I cannot acces the directory ../jobs: permission denied.

What could be wrong?

Additional questions:

1 - I would like to use my solver.prototxt, in witch folder do I have to move it?

'/models/intel_optimized_models/ssd/VGGNet/

2 - Is it possible to use GoogLeNet model?

FYI: Sorry, unfortunately, I will can not answer before Thursday.

Thank you for your support!

Best Regards

idata · ‎09-12-2018

Hi Cosma,

Please specify your solver.prototxt path instead of "/models/intel_optimized_models/ssd/VGGNet/VOC0712/SSD_300x300/solver.prototxt"

We can use googlenet topology as well for caffe training, but need to provide corresponding solver.prototxt

Regards,

Dona

CBell1 · ‎09-13-2018

Hi Dona,

the workaround works, the Systems started initializing the Solver using my parameters, thank you!
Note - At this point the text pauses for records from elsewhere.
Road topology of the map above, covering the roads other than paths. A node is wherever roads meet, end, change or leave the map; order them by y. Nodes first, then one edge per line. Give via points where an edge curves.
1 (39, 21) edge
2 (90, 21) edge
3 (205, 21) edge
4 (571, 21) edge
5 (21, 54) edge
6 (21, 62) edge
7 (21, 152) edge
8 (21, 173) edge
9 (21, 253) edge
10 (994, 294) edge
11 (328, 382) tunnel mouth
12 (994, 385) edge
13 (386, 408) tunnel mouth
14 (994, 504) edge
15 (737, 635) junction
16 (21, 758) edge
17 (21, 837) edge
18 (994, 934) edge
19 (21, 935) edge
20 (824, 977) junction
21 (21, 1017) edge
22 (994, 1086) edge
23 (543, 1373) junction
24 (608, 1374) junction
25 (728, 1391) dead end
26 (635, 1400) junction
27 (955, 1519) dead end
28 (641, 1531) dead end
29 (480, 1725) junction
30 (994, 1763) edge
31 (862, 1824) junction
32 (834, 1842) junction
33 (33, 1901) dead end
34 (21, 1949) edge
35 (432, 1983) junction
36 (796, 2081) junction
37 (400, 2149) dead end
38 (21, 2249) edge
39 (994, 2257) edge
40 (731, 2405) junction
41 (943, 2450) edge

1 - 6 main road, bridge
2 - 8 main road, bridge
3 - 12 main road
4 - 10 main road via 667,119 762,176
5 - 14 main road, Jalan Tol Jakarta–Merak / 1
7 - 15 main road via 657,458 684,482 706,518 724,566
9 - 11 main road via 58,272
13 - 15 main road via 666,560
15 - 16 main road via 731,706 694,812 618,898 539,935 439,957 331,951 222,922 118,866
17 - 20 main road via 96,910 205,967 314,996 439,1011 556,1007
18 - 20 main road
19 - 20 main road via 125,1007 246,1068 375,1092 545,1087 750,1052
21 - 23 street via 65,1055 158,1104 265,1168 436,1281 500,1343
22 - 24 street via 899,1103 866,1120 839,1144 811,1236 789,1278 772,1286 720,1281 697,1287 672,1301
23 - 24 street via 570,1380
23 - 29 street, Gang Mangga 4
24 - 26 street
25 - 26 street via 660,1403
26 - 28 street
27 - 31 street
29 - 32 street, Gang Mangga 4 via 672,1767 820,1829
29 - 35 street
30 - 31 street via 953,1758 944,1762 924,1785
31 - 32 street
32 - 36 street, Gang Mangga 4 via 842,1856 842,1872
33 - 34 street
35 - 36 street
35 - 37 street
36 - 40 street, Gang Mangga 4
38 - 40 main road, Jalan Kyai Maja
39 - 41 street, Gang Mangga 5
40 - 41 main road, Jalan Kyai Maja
Now, there are 2 errors as output saved within .py.e12345 file I would like to clarify:

1 - At the beginning of the process:

WARNING: Logging before InitGoogleLogging() is written to STDERR

2 - at the end of the process:

/var/spool/torque/mom_priv/jobs/163020.c009.SC: line 3: 95903 Bus error python3 myapplication1.py

How can I fix these?

Thank you

idata · ‎09-13-2018

Hi Cosma,

Please share the python file and the dependent files so that we could run and check it from our side.

Regards,

Deepthi Raj

CBell1 · ‎09-13-2018

OK,

please see files attached.

Thank you

idata · ‎09-14-2018

Hi Cosma,

Thanks for sharing.

We need the python file that you used to run it from our side. Please share the below mentioned files.

1. myapplication2.py

2. train_val.prototxt

3. train and test lmdb files

4. labelmap.prototxt

5. test_name_size.txt

Regards,

Deepthi Raj

CBell1 · ‎09-14-2018

Hi Deepthi Raj,

the data.mdb are too big for a scp tranfer, the system drop the connection after some time.
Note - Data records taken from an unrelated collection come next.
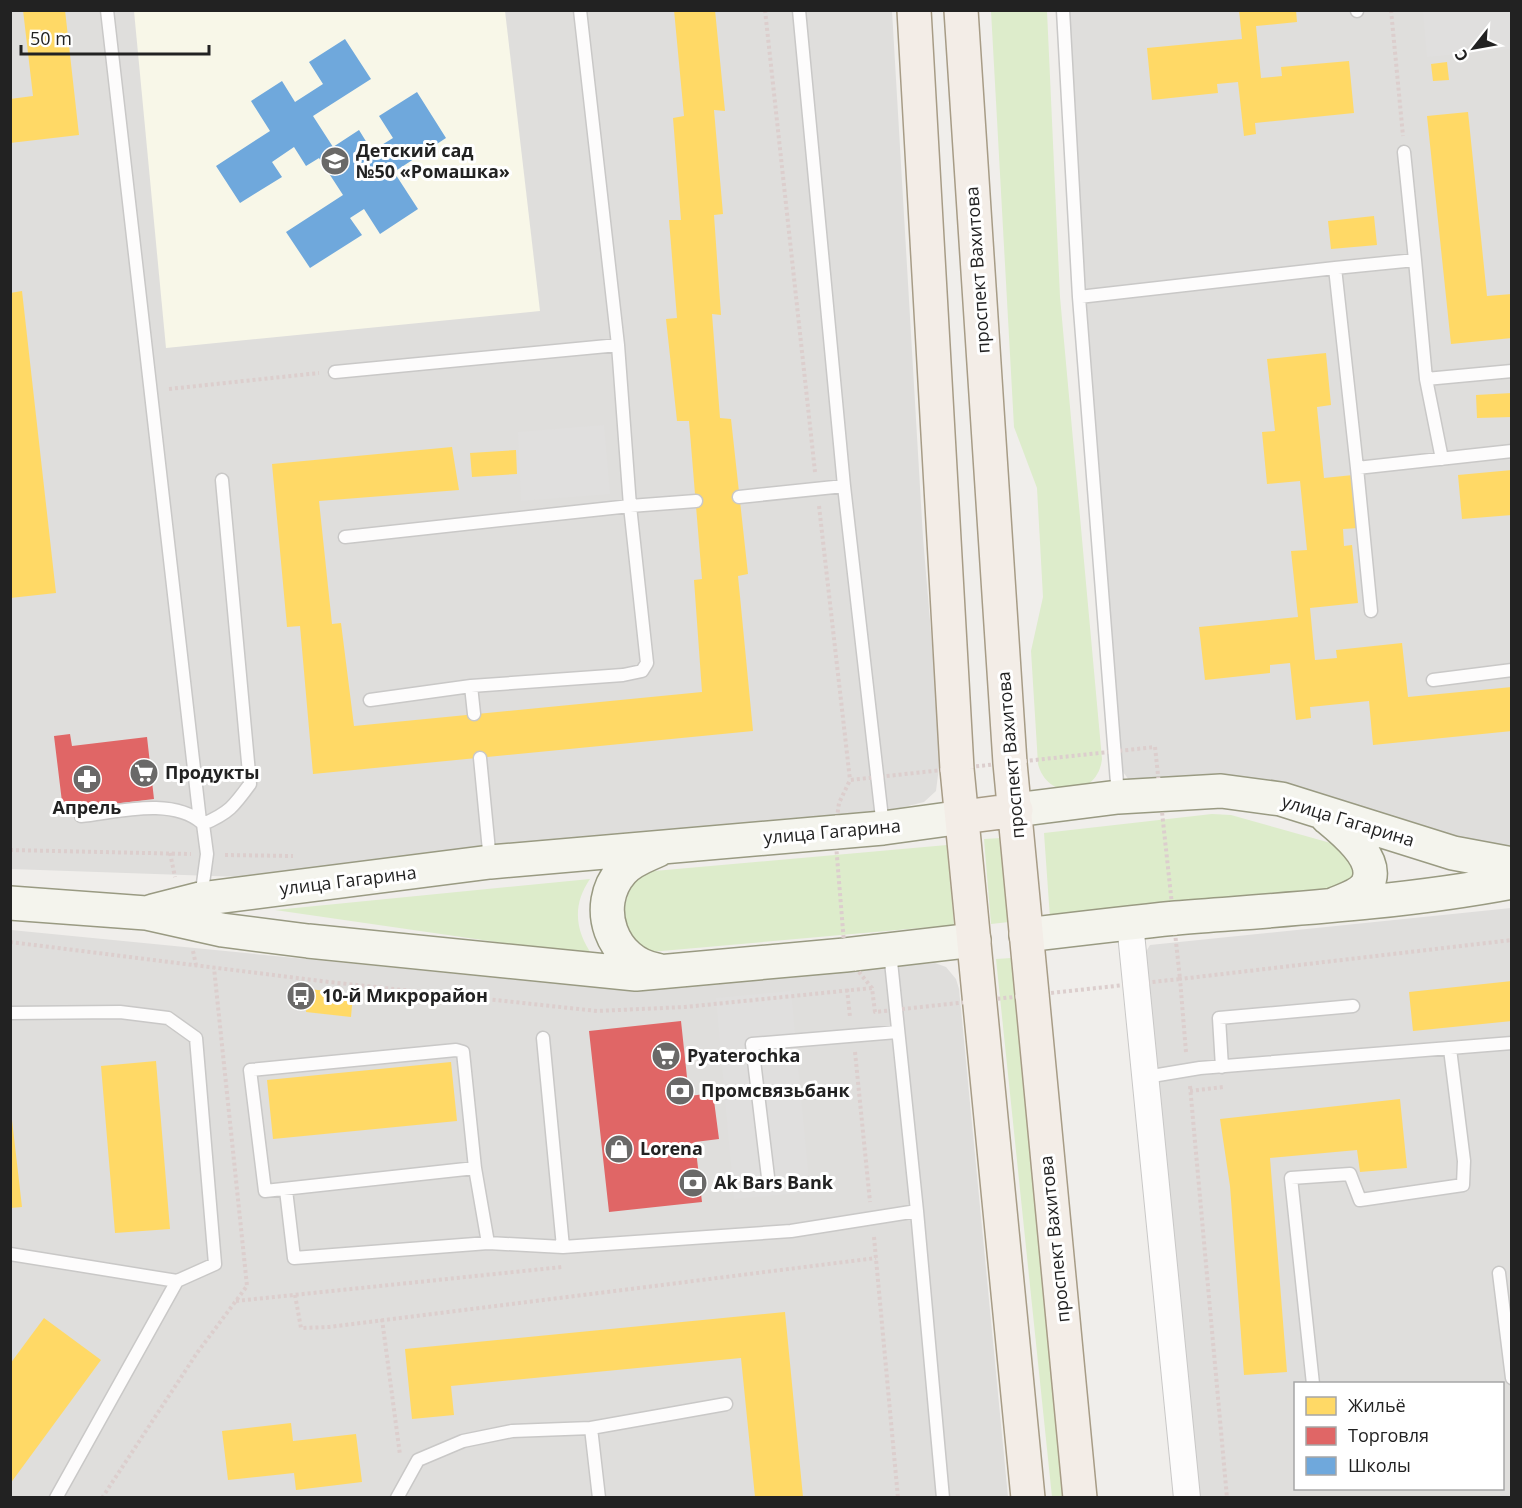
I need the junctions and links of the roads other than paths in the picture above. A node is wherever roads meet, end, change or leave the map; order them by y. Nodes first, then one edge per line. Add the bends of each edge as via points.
1 (107, 10) edge
2 (580, 10) edge
3 (799, 10) edge
4 (914, 10) edge
5 (961, 10) edge
6 (1063, 10) edge
7 (1404, 152) road end
8 (1415, 260) junction
9 (1335, 268) junction
10 (1078, 297) junction
11 (618, 345) junction
12 (1512, 371) edge
13 (334, 372) road end
14 (1426, 380) junction
15 (1512, 451) edge
16 (1442, 459) junction
17 (1357, 468) junction
18 (222, 480) dead end
19 (844, 486) junction
20 (739, 497) dead end
21 (696, 501) dead end
22 (630, 506) junction
23 (345, 537) dead end
24 (1371, 611) dead end
25 (1512, 670) edge
26 (1433, 680) dead end
27 (471, 687) junction
28 (370, 700) dead end
29 (474, 714) dead end
30 (480, 758) dead end
31 (1118, 797) junction
32 (1016, 810) junction
33 (1317, 810) junction
34 (81, 816) dead end
35 (963, 817) junction
36 (202, 823) junction
37 (883, 828) junction
38 (665, 846) junction
39 (490, 862) junction
40 (1512, 864) edge
41 (1512, 882) edge
42 (201, 900) junction
43 (10, 903) edge
44 (1333, 905) junction
45 (146, 913) junction
46 (1130, 923) junction
47 (1026, 935) junction
48 (974, 940) junction
49 (890, 951) junction
50 (679, 971) junction
51 (1353, 1006) dead end
52 (10, 1013) edge
53 (897, 1032) junction
54 (543, 1038) dead end
55 (1512, 1043) edge
56 (1449, 1049) junction
57 (1222, 1066) junction
58 (1146, 1077) junction
59 (475, 1168) junction
60 (768, 1177) dead end
61 (286, 1190) junction
62 (918, 1211) junction
63 (488, 1243) junction
64 (563, 1247) junction
65 (10, 1254) edge
66 (1499, 1273) dead end
67 (177, 1281) junction
68 (1512, 1378) edge
69 (1313, 1382) edge
70 (726, 1404) dead end
71 (591, 1428) junction
72 (56, 1497) edge
73 (397, 1497) edge
74 (599, 1497) edge
75 (943, 1497) edge
76 (1028, 1497) edge
77 (1080, 1497) edge
78 (1187, 1497) edge

1 - 36 lane
2 - 11 lane
3 - 19 lane
4 - 35 main road via 957,769
5 - 32 main road, проспект Вахитова
6 - 10 lane
7 - 8 lane
8 - 9 lane
8 - 14 lane
9 - 10 lane
9 - 17 lane
10 - 31 lane
11 - 13 lane
11 - 22 lane
12 - 14 lane
14 - 16 lane
15 - 16 lane
16 - 17 lane
17 - 24 lane
18 - 36 lane via 250,784 223,816
19 - 20 lane
19 - 37 lane
21 - 22 lane
22 - 23 lane
22 - 27 lane via 647,663 642,671
25 - 26 lane
27 - 28 lane
27 - 29 lane
30 - 39 lane
31 - 32 main road, улица Гагарина
31 - 33 main road, улица Гагарина via 1221,791 1281,799
32 - 35 main road, улица Гагарина
32 - 47 main road, проспект Вахитова
33 - 40 main road, улица Гагарина via 1453,853
33 - 44 main road via 1357,844 1370,873 1361,892
34 - 36 lane via 160,808 190,813
35 - 37 main road, улица Гагарина
35 - 48 main road
36 - 42 lane via 207,854
37 - 38 main road, улица Гагарина
38 - 39 main road, улица Гагарина
38 - 50 main road via 639,858 620,873 609,894 607,918 614,940 629,959 649,969
39 - 42 main road, улица Гагарина
41 - 44 main road, улица Гагарина
42 - 45 main road, улица Гагарина
43 - 45 main road, улица Гагарина
44 - 46 main road, улица Гагарина
45 - 50 main road, улица Гагарина via 222,930 308,941 636,974
46 - 47 main road, улица Гагарина
46 - 58 street
47 - 48 main road, улица Гагарина
47 - 77 main road, проспект Вахитова
48 - 49 main road, улица Гагарина
48 - 76 main road
49 - 50 main road, улица Гагарина
49 - 53 lane
51 - 57 lane via 1219,1018
52 - 67 lane via 120,1012 168,1018 196,1038 215,1264
53 - 60 lane via 752,1044
53 - 62 lane
54 - 64 lane
55 - 56 lane
56 - 57 lane
56 - 69 lane via 1464,1161 1463,1185 1360,1200 1350,1174 1291,1178
57 - 58 lane
58 - 78 street
59 - 61 lane
59 - 61 lane via 463,1052 250,1070 265,1191
59 - 63 lane
61 - 63 lane via 294,1258
62 - 64 lane via 791,1231
62 - 75 lane
63 - 64 lane
65 - 67 lane
66 - 68 lane
67 - 72 lane
70 - 71 lane
71 - 73 lane via 512,1431 463,1441 418,1460
71 - 74 lane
Anyway, below the content of myappliaction2.py, it's really simple (poor):

import caffe

import os

solver=caffe.SGDSolver('/home/u18921/workspaceCZOO/ncappzoo/apps/dogsvscats/bvlc_googlenet/org/solver.prototxt')

solver.solve()

Please, let me know if there are something to add to improve the process.

At the same time, I have another question, how can execute "make" to compile data saved in my home (in Colfax)?

This question is linked to the case, because the make execution of the application I'm using generate the lmdb files and other files.

Thank you

CBell1 · ‎09-14-2018

Hi Deepthi Raj,

I have the train and test lmdb files, please, let me know where I can find a repository for sharing because there is not the option to attach these to this my message.

Thank you

CBell1 · ‎09-14-2018

Hi Deepthi Raj,

I found the possibility to attached files simply changing the visualization mode :-)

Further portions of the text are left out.